Des biens mal acquis ne profitent pas, mais mener une vie juste sauve de la mort (Proverbes 10:2).
Ce verset a son parallèle qui dit :
La richesse ne sera d’aucun secours au jour de la colère divine, mais une vie juste délivre de la mort (Proverbes 11:4).
Ceux qui ont amassé des fortunes obscènes, et cela même d’une façon légale, en exploitant les autres ou le système capitaliste, ne l’emporteront pas au paradis ; ça, c’est sûr.

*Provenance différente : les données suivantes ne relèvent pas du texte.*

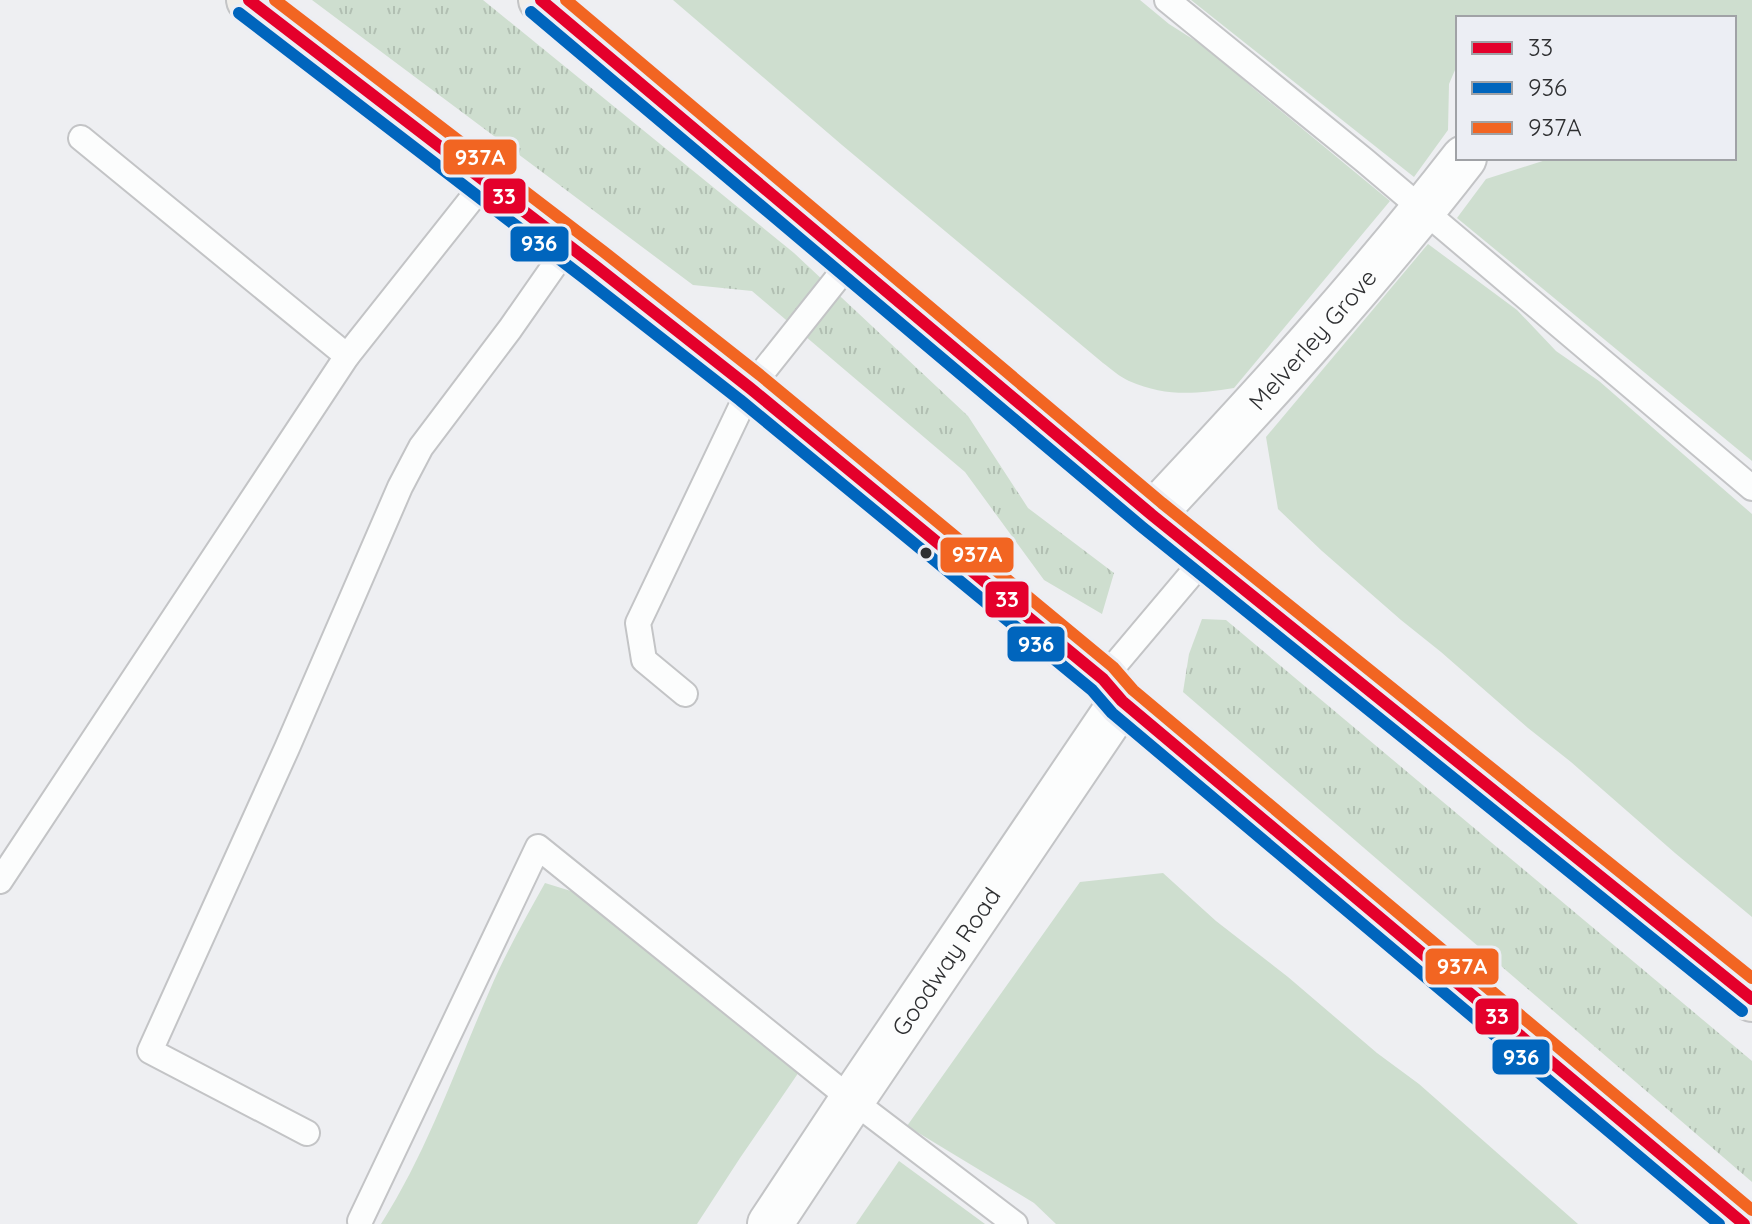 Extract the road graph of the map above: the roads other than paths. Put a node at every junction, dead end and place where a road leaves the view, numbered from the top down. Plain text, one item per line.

Après le retour d’exil babylonien, le mot hébreu traduit par mener une vie juste commença à prendre le sens de faire des aumônes. Cela mérite d’être souligné parce que dans les Écritures, la compassion envers les pauvres est toujours vue comme un acte de justice personnelle.
Dans cette vie, Dieu se montre compatissant envers ceux qui sont charitables envers leur prochain indépendamment de leur spiritualité. Plusieurs études ont d’ailleurs montré que ceux qui font le bien autour d’eux en tirent un bénéfice aussi bien au niveau physique que psychologique. Alors, avis aux amateurs.
Quand j’étais enfant, j’ai souvent entendu de la part des adultes de ma famille l’expression : la vie est mal faite. Qui pourrait dire le contraire ? Dans le meilleur des mondes, les enfants ne souffriraient pas de la faim ni de maladies et ne subiraient pas les contrecoups des fautes de leurs parents. Ceux qui font le bien seraient récompensés et les vauriens sanctionnés. Mais voilà, la vie est mal faite, ce qui est une autre façon de dire que le mal règne partout.
* * * * * * * * * * * * * * * * * * * * * * * * * * * * * * * * * * * * * * * * * * * * * * * * *
L’Éternel ne permet pas que l’âme du juste ait faim, mais il frustre les désirs des méchants (Proverbes 10:3).
Ce verset et les deux suivants traitent du besoin élémentaire de nourriture et surtout, comment le satisfaire. Dans les Écritures, l’âme est le siège de la personnalité et de tous les appétits. Généralement parlant, le juste obtient de Dieu ce qui lui est nécessaire pour vivre parce qu’il travaille. Le psalmiste écrit :
J’étais un enfant et me voilà vieux, jamais je n’ai vu celui qui est juste être abandonné, ni ses descendants mendier leur pain (Psaume 37:25).
Les mauvais larrons qui veulent toujours plus par des moyens criminels finissent éventuellement pour la plupart comme repris de justice. Salomon, l’auteur, était sous le régime de l’Ancienne Alliance, c’est-à-dire la loi. En théorie, elle fonctionnait selon le principe de la rétribution : le juste était récompensé et le malfaiteur châtié. Mais si Dieu avait strictement suivi cette logique, éventuellement, tout le monde aurait été éliminé. C’est pourquoi il faut prendre les proverbes comme des généralisations sur la vie, avec comme on dit, les exceptions qui confirment la règle.
Cela dit, plusieurs personnages bibliques qui connurent des détresses terribles furent miraculeusement délivrés parce que leur conduite était juste. De ce nombre est Joseph, l’un des fils de Jacob. Vendu comme esclave il devient l’intendant d’un riche officiel de pharaon. Jeté en prison sur faux témoignage, il y moisit pendant longtemps et devait commencer à se dire que Dieu l’avait abandonné pour de bon quand soudainement une suite d’événements le catapulta à la position de numéro deux du royaume.